Idaho Statesman editorial board
University of Idaho officials have several very good reasons to demolish the house where four students were killed.
Bryan Kohberger is accused of stabbing to death four University of Idaho students: seniors Kaylee Goncalves and Madison Mogen, both 21; and junior Xana Kernodle and freshman Ethan Chapin, both 20, on Nov. 13.
Kohberger, 28, a former graduate student at Washington State University, is charged with four counts of first-degree murder and one count of felony burglary. The state intends to seek the death penalty if he is convicted.
His trial is scheduled to begin Oct. 2.
The owner of the house where it happened donated the house to the University of Idaho, which plans to demolish the house and turn the site into a memorial.
University of Idaho officials understandably want to demolish the house this summer, before students return to campus on Aug. 21. That’s a good reason alone. It certainly would help in the community’s healing to remove such a stark reminder of this horrible event.
Further, the University of Idaho carries the burden of keeping the house secure 24 hours a day, seven days a week, protecting it from ghastly murder scene lookie-loos.
Both the prosecution and the defense in Kohberger’s case agree that the house can be torn down.
Still, it seems unreasonable to destroy the crime scene before the trial. What if there’s still evidence that could be collected? What if either the defense or prosecution lawyers in Kohberger’s trial decide that it would be beneficial to have the jury visit the crime scene?
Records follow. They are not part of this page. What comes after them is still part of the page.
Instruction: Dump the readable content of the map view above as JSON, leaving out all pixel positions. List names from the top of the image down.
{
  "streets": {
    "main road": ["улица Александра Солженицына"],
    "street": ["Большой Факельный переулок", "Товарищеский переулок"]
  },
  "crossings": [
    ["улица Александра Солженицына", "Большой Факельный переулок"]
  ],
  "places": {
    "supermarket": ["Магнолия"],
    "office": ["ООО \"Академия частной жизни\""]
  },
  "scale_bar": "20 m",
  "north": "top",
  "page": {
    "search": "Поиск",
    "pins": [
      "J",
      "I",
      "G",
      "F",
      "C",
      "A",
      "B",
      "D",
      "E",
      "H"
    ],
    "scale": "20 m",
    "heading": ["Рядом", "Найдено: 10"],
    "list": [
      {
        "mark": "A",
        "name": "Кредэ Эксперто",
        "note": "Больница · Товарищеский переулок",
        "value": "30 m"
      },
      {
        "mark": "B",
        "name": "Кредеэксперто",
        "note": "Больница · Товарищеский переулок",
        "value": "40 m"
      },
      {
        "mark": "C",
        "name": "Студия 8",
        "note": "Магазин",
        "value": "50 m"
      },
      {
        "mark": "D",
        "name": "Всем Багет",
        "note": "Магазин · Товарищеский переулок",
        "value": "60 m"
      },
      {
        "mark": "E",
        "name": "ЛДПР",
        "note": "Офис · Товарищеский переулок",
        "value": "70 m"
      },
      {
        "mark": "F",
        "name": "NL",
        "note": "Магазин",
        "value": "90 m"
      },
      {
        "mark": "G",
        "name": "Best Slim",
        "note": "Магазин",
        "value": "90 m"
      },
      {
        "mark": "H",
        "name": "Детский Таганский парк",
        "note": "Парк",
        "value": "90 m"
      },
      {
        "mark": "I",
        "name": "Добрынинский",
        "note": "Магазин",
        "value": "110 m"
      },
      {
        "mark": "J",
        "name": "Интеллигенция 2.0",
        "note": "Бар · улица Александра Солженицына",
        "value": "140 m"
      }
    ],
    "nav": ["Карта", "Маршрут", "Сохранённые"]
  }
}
Jurors last year visited the crime scene in the infamous Alex Murdaugh double murder trial in South Carolina.
Jury visits are rare, according to an article in the New York Times, but they have been known to happen in several high-profile cases, such as the sentencing trial of the school shooter in Parkland, Florida; the trial of a Louisville, Kentucky, police officer who was charged over the fatal Breonna Taylor raid; and in the O.J. Simpson murder trial in Los Angeles.
Demolishing the house where the University of Idaho students were killed takes away that option. There’s no going back once the house is destroyed. It would be better to be safe now than sorry later on.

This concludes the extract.